Avoid Holes In Your First Draft

This post by Ksenia Anske originally appeared on her blog on 5/24/15. Warning: strong language.

Boy, the things The Badlings is teaching me. I don’t know what it is about this book. Maybe it will be my watershed moment and I will look upon the chasm cleaved in my life, on one end of it written “before The Badlings,” on another “after The Badlings,” and I will see the middle of it a thousand fiery dragons spurting up pillars of fire to remind me of what it was like. And I’ll tell you what’s it’s like. It’s gruesome. I’m learning one very valuable lesson writing this book.

Most of the story is handed to you in the first draft.

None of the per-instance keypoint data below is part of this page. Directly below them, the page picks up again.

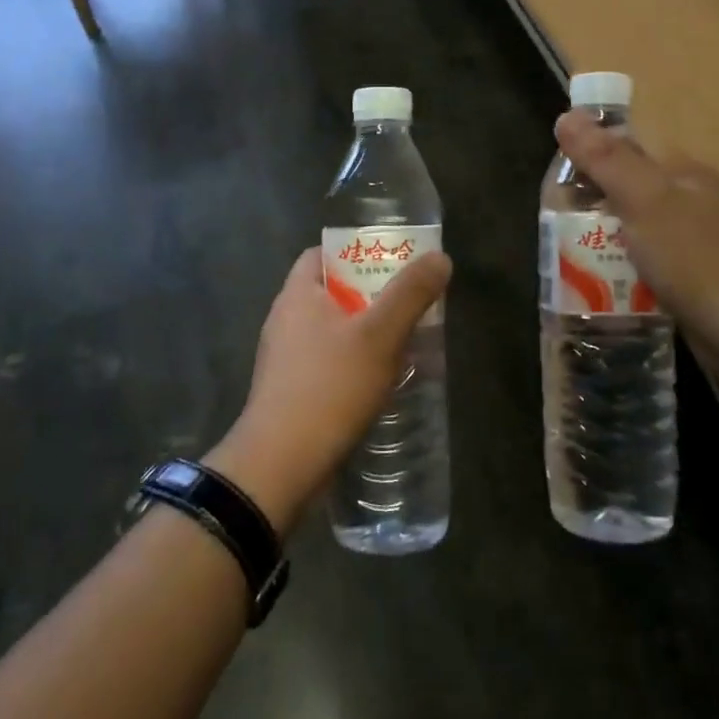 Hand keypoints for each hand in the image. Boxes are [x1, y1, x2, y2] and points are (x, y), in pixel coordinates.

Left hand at [206, 246, 451, 533]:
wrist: (280, 467)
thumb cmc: (329, 388)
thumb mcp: (379, 336)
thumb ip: (410, 294)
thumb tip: (439, 257)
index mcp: (297, 295)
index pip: (321, 254)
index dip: (355, 251)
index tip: (390, 262)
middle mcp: (284, 320)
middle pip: (331, 293)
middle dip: (370, 296)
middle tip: (408, 304)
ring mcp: (283, 359)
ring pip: (331, 331)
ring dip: (364, 333)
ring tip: (403, 343)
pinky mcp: (289, 393)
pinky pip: (326, 363)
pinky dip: (352, 364)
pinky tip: (380, 382)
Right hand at [555, 110, 718, 374]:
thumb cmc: (690, 257)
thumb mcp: (641, 199)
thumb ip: (605, 158)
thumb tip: (566, 116)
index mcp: (687, 172)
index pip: (631, 149)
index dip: (593, 159)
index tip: (562, 184)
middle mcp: (697, 198)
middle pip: (632, 188)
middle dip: (596, 203)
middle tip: (562, 224)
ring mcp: (699, 238)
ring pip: (639, 225)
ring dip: (609, 236)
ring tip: (576, 254)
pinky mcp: (697, 274)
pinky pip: (650, 257)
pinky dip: (627, 263)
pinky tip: (609, 279)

I think I’m paraphrasing Terry Pratchett as he said something along these words and I have read it somewhere and can’t find it now. No matter. It’s true. As shitty and cumbersome and as absolutely detestable your first draft might be, the foundation of the story is there. Your job is to lay it all down, like a groundwork for the future philandering with your story, because no matter what you will add or subtract, the core will stay the same. It doesn’t have to be complex, it can be very simple. In fact, the simpler it is, the better. But here is the catch. If you miss this core, or if you gouge pieces of it out later (I did both), you will suffer in the clutches of ruthless editing as a consequence until you bleed out of your nose.

The same holes you will have in the core of your story at the very beginning will show up like festering sores in all consecutive drafts no matter what you do. I have heard horror stories from writers about how they had to abandon a manuscript because no matter how many times they rewrote it, it was flawed. It was an ugly child born maimed and it could not be cured.